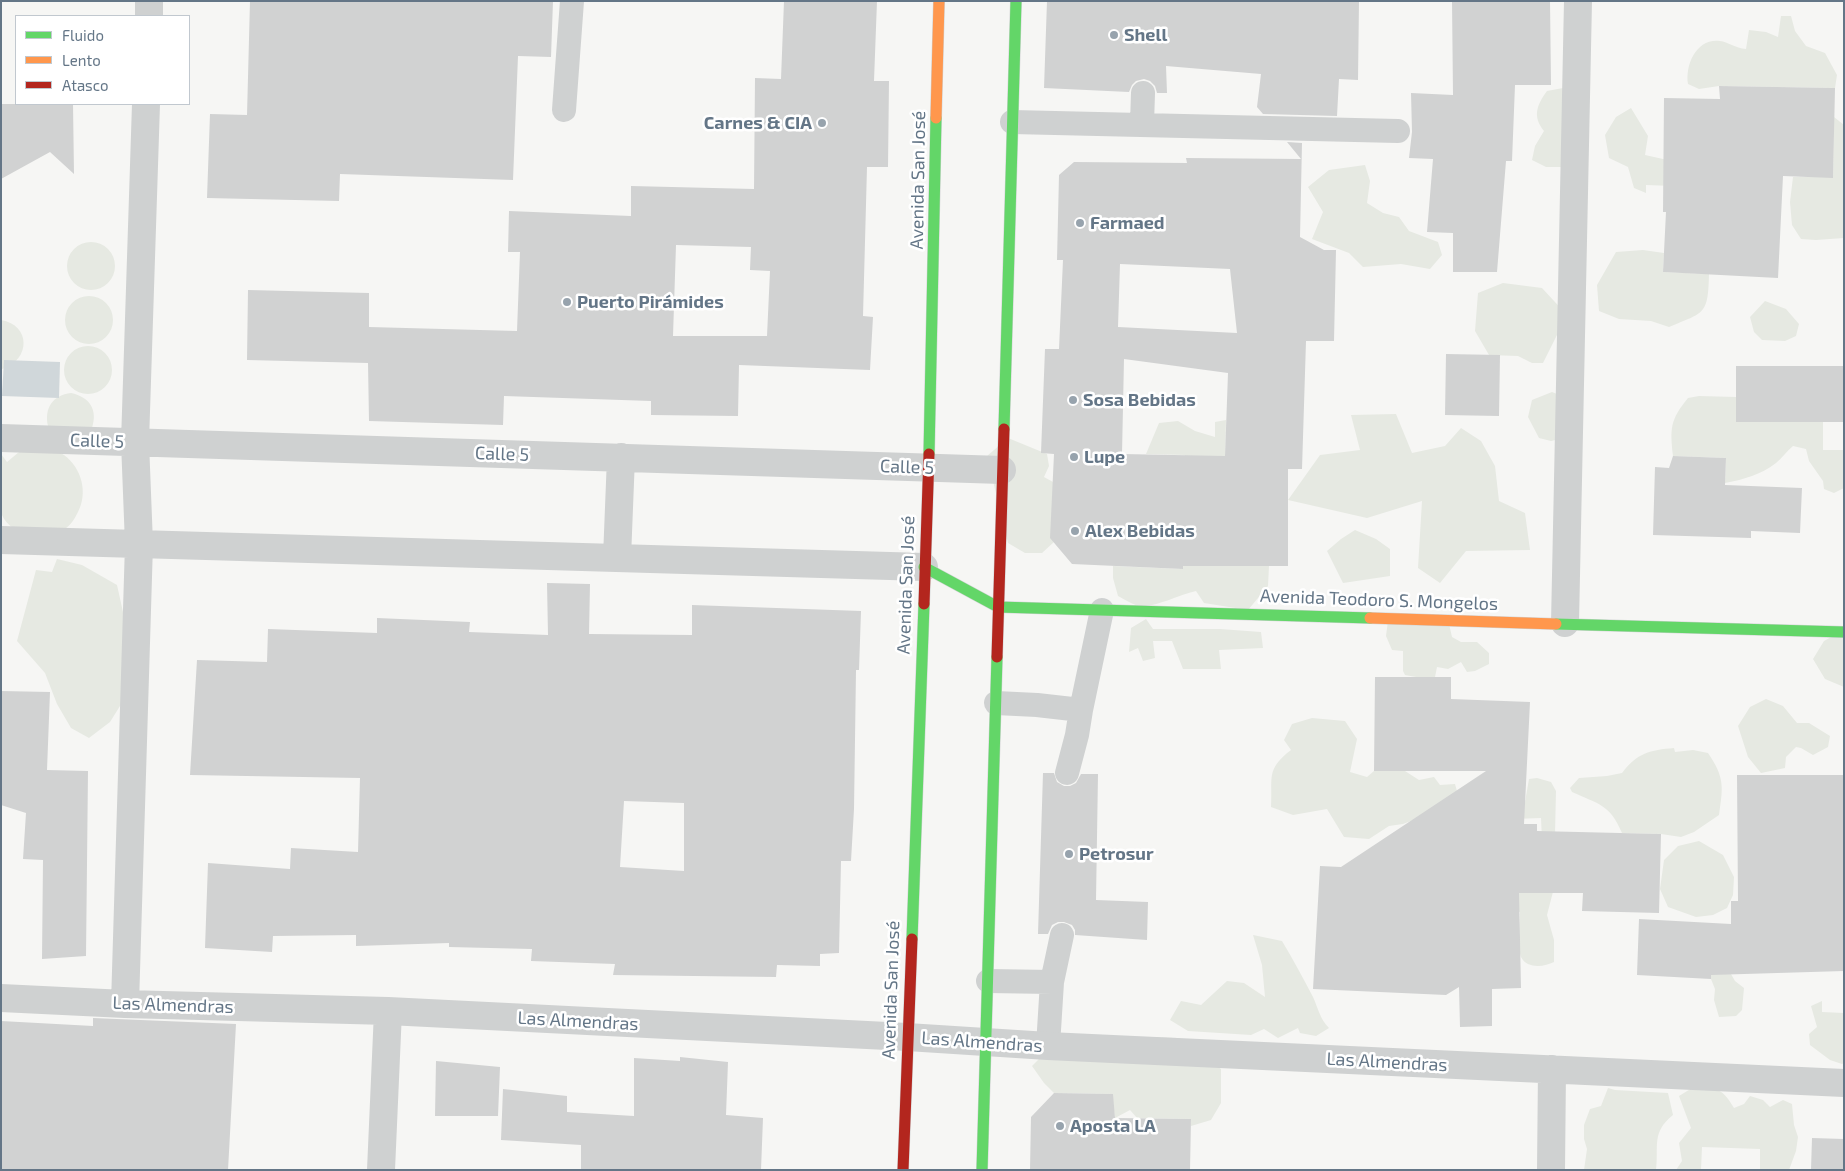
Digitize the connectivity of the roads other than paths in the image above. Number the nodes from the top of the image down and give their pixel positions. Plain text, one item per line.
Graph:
1 (149, 1) edge
2 (572, 1) edge
3 (939, 1) edge
4 (1016, 1) edge
5 (1578, 1) edge
6 (148, 15) edge
7 (1143, 92) dead end
8 (146, 105) edge
9 (564, 110) dead end
10 (1012, 122) junction
11 (1142, 124) junction
12 (1398, 131) dead end
13 (1, 438) edge
14 (135, 442) junction
15 (622, 457) junction
16 (929, 468) junction
17 (1002, 470) junction
18 (1, 540) edge
19 (139, 544) junction
20 (616, 558) junction
21 (924, 567) junction
22 (998, 607) junction
23 (1102, 610) junction
24 (1566, 623) junction
25 (1844, 632) edge
26 (996, 703) junction
27 (1080, 710) junction
28 (1067, 773) dead end
29 (1062, 935) dead end
30 (988, 981) junction
31 (1052, 982) junction
32 (1, 998) edge
33 (125, 1004) junction
34 (388, 1011) junction
35 (907, 1037) junction
36 (986, 1043) junction
37 (1048, 1046) junction
38 (1552, 1069) junction
39 (1844, 1083) edge
40 (381, 1170) edge
41 (903, 1170) edge
42 (982, 1170) edge
43 (1551, 1170) edge

1 - 6 street
2 - 9 lane
3 - 16 street, Avenida San José
4 - 10 street
5 - 24 street
7 - 11 lane
8 - 14 street
10 - 11 lane
10 - 17 street
11 - 12 lane
13 - 14 street, Calle 5
14 - 15 street, Calle 5
14 - 19 street
15 - 16 street, Calle 5
15 - 20 street
16 - 17 street, Calle 5
16 - 21 street, Avenida San José
17 - 22 street
18 - 19 street
19 - 20 street
19 - 33 street
20 - 21 street
21 - 22 street, Avenida Teodoro S. Mongelos
21 - 35 street, Avenida San José
22 - 23 street, Avenida Teodoro S. Mongelos
22 - 26 street
23 - 24 street, Avenida Teodoro S. Mongelos
23 - 27 lane
24 - 25 street, Avenida Teodoro S. Mongelos
26 - 27 lane
26 - 30 street
27 - 28 lane
29 - 31 lane
30 - 31 lane
30 - 36 street
31 - 37 lane
32 - 33 street, Las Almendras
33 - 34 street, Las Almendras
34 - 35 street, Las Almendras
34 - 40 street
35 - 36 street, Las Almendras
35 - 41 street, Avenida San José
36 - 37 street, Las Almendras
36 - 42 street
37 - 38 street, Las Almendras
38 - 39 street, Las Almendras
38 - 43 street

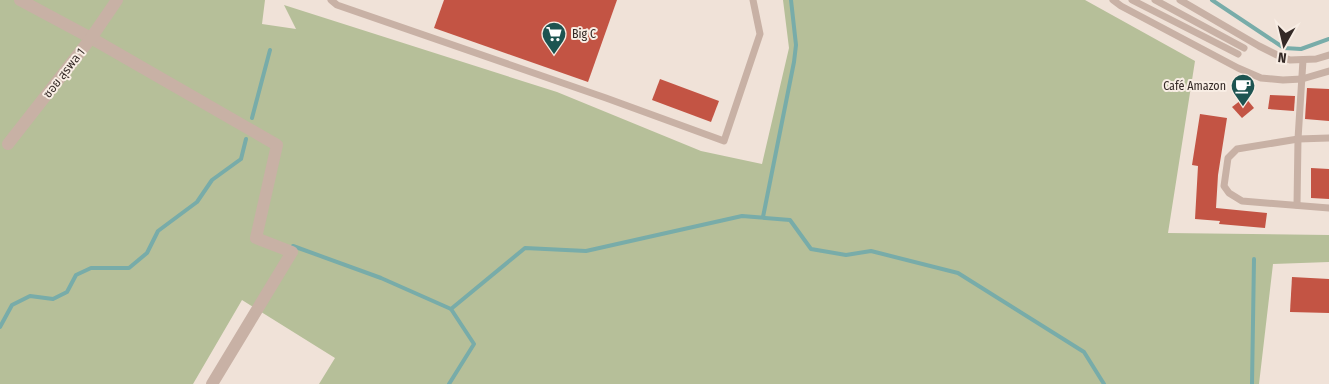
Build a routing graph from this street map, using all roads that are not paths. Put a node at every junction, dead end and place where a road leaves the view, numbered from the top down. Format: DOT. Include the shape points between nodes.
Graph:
graph roads {
  1 [pos="20,0"];
  2 [pos="116,0"];
  3 [pos="331,0"];
  4 [pos="753,0"];
  5 [pos="1113,0"];
  6 [pos="1132,0"];
  7 [pos="1156,0"];
  8 [pos="1180,0"];
  9 [pos="91,38"];
  10 [pos="1329,55"];
  11 [pos="1303,60"];
  12 [pos="1329,71"];
  13 [pos="1302,79"];
  14 [pos="1298,138"];
  15 [pos="1329,138"];
  16 [pos="8,144"];
  17 [pos="1297,205"];
  18 [pos="1329,208"];
  19 [pos="212,384"];
  1 -- 9 [label="street"];
  2 -- 9 [label="street, ซอย สุรพล 1"];
  3 -- 4 [label="lane" via="337,5 724,142 760,34"];
  5 -- 13 [label="lane" via="1261,78"];
  6 -- 7 [label="lane" via="1241,51"];
  8 -- 11 [label="lane" via="1277,55"];
  9 -- 16 [label="street, ซอย สุรพล 1"];
  9 -- 19 [label="street" via="276,145 256,238 292,252"];
  10 -- 11 [label="lane"];
  11 -- 13 [label="lane"];
  12 -- 13 [label="lane"];
  13 -- 14 [label="lane"];
  14 -- 15 [label="lane"];
  14 -- 17 [label="lane"];
  14 -- 17 [label="lane" via="1237,149 1228,158 1224,186 1242,201"];
  17 -- 18 [label="lane"];
}
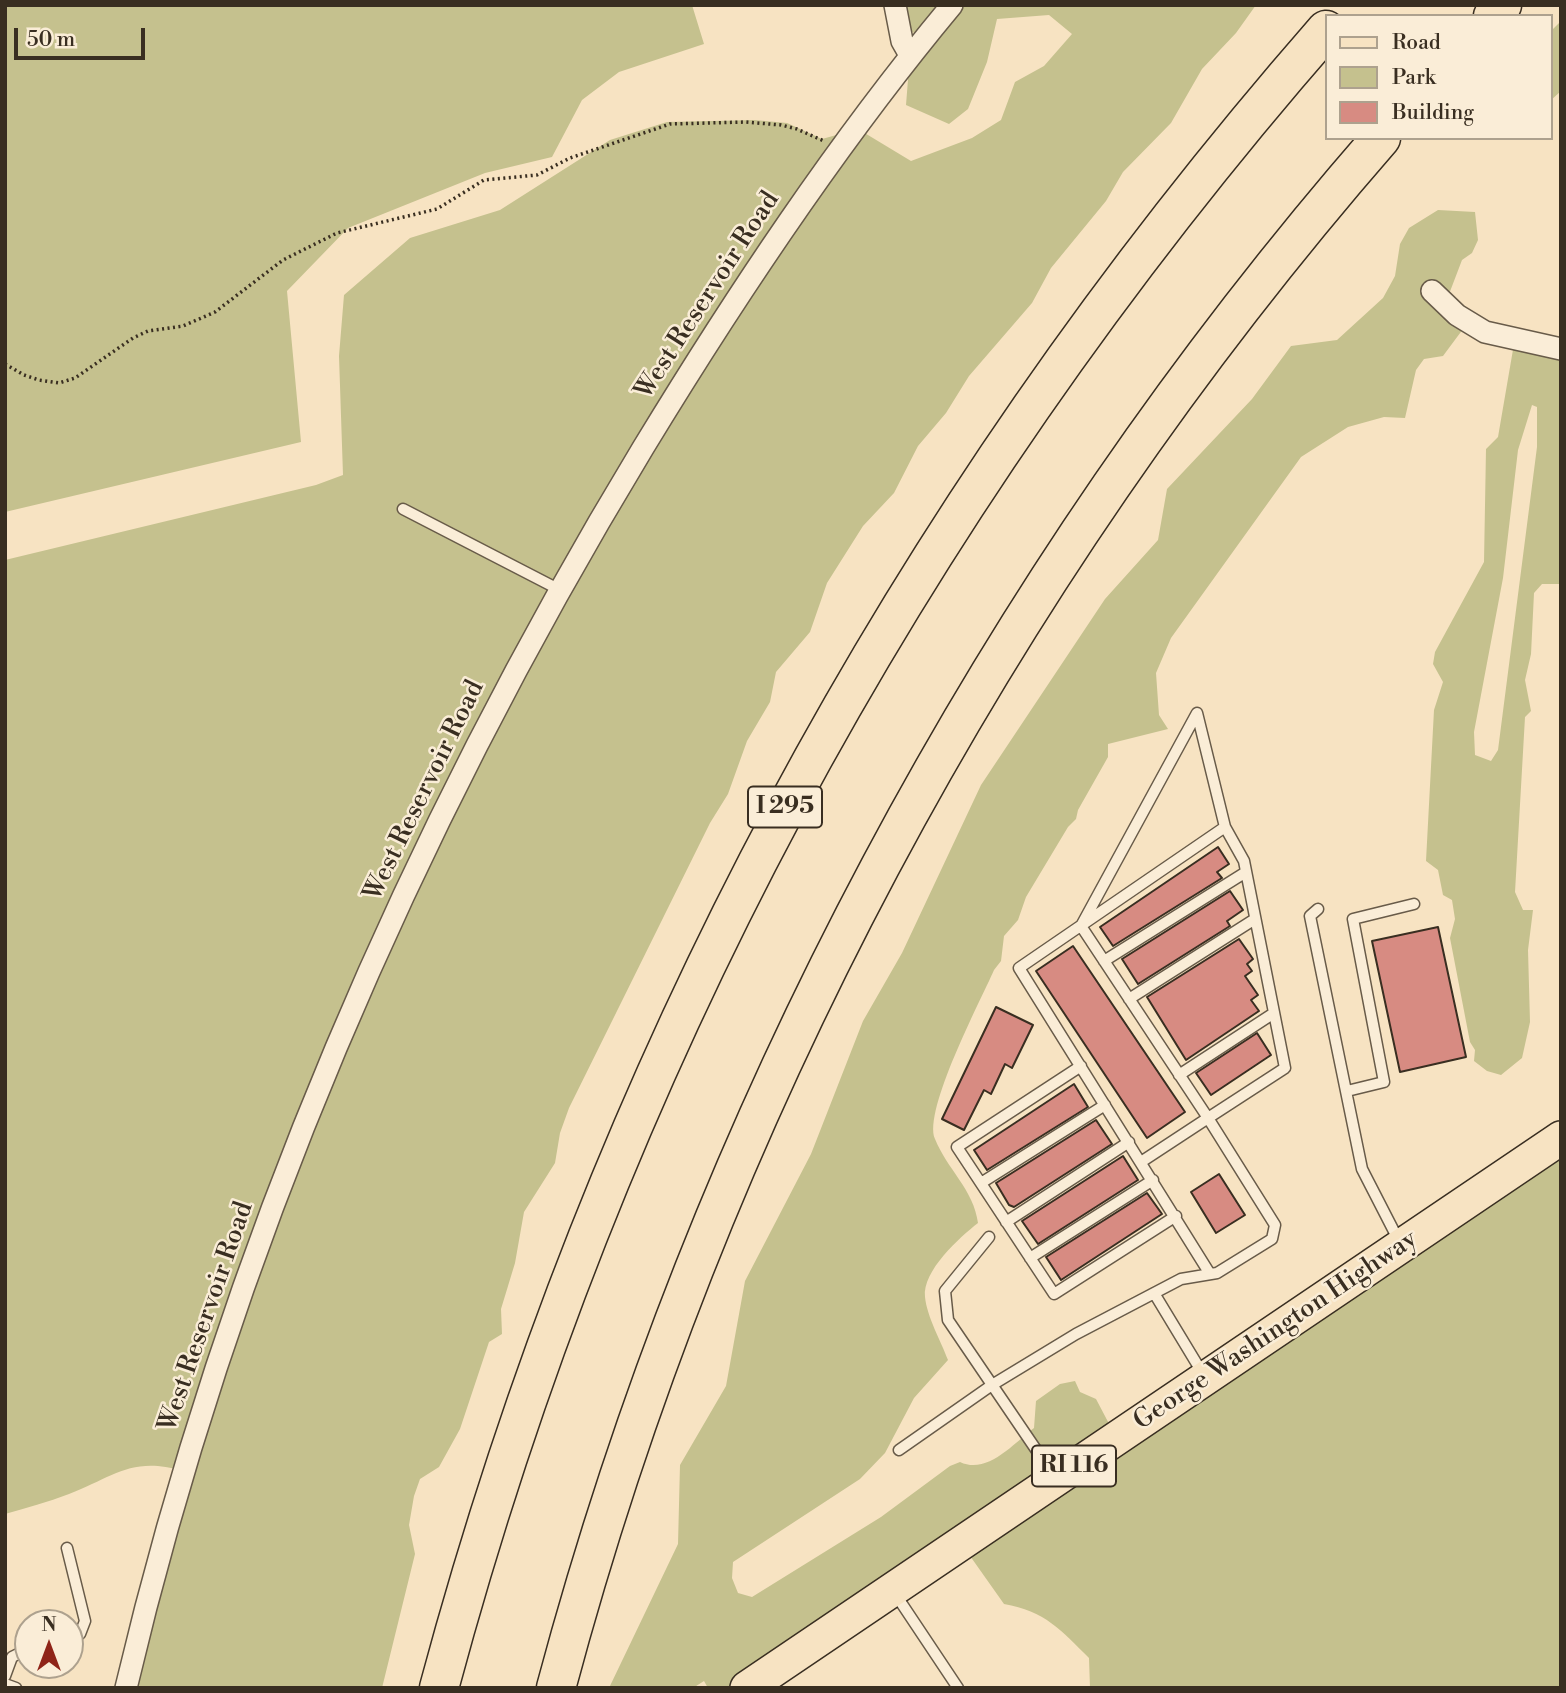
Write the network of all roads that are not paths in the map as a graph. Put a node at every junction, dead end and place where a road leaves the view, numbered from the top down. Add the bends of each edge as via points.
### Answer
1 (895, 5) edge
2 (952, 5) edge
3 (1324, 32) edge
4 (911, 55) junction
5 (1379, 140) edge
6 (1432, 291) dead end
7 (1561, 349) edge
8 (403, 509) dead end
9 (560, 590) junction
10 (1225, 827) junction
11 (1246, 872) junction
12 (1414, 904) dead end
13 (1318, 909) dead end
14 (1255, 919) junction
15 (1081, 926) junction
16 (1104, 961) junction
17 (1129, 999) junction
18 (1274, 1013) junction
19 (1081, 1066) junction
20 (1180, 1075) junction
21 (1348, 1091) junction
22 (1105, 1105) junction
23 (1208, 1118) junction
24 (1561, 1138) edge
25 (1129, 1142) junction
26 (1141, 1162) junction
27 (1153, 1180) junction
28 (981, 1183) junction
29 (1176, 1216) junction
30 (1006, 1222) junction
31 (989, 1237) dead end
32 (1401, 1246) junction
33 (1030, 1258) junction
34 (1210, 1274) junction
35 (1154, 1293) junction
36 (1206, 1378) junction
37 (992, 1385) junction
38 (899, 1450) dead end
39 (1056, 1479) junction
40 (67, 1548) dead end
41 (892, 1589) junction
42 (82, 1609) edge
43 (14, 1656) edge
44 (5, 1676) edge
45 (5, 1684) edge
46 (16, 1688) edge
47 (126, 1688) edge
48 (439, 1688) edge
49 (556, 1688) edge
50 (747, 1688) edge
51 (958, 1688) edge

1 - 4 street via 902,41
2 - 4 street, West Reservoir Road
3 - 48 highway, I 295 via 1173,213 1029,408 881,636 786,805 677,1024 596,1213 508,1455
4 - 9 street, West Reservoir Road via 756,269 676,393
5 - 49 highway via 1256,290 1118,478 1000,658 874,879 789,1051 688,1287 621,1472
6 - 7 street via 1457,315 1485,332
8 - 9 lane
9 - 47 street, West Reservoir Road via 412,877 301,1137 210,1389
10 - 11 lane
10 - 15 lane
10 - 15 lane via 1197,713
11 - 14 lane
11 - 16 lane
12 - 21 lane via 1353,919 1384,1082
13 - 21 lane via 1310,916
14 - 17 lane
14 - 18 lane
15 - 16 lane
15 - 19 lane via 1019,968
16 - 17 lane
17 - 20 lane
18 - 20 lane
18 - 23 lane via 1285,1068
19 - 22 lane
19 - 28 lane via 957,1147
20 - 23 lane
21 - 32 lane via 1362,1169
22 - 25 lane
22 - 28 lane
23 - 26 lane
23 - 34 lane via 1275,1225 1272,1239
24 - 32 main road, George Washington Highway / RI 116
25 - 26 lane
25 - 30 lane
26 - 27 lane
27 - 29 lane
27 - 33 lane
28 - 30 lane
29 - 33 lane via 1054,1294
29 - 34 lane
30 - 33 lane
31 - 37 lane via 945,1291 948,1320
32 - 36 main road, George Washington Highway / RI 116
34 - 35 lane via 1181,1279
35 - 36 lane
35 - 37 lane
36 - 39 main road, George Washington Highway / RI 116
37 - 38 lane
37 - 39 lane
39 - 41 main road, George Washington Highway / RI 116
40 - 42 lane
41 - 50 main road, George Washington Highway / RI 116
41 - 51 lane
43 - 44 lane
45 - 46 lane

• _About this task_: What lines of the material contain "George"? Show them.

• _Solution to this problem_:
24 - 32 main road, George Washington Highway / RI 116
32 - 36 main road, George Washington Highway / RI 116
36 - 39 main road, George Washington Highway / RI 116
39 - 41 main road, George Washington Highway / RI 116
41 - 50 main road, George Washington Highway / RI 116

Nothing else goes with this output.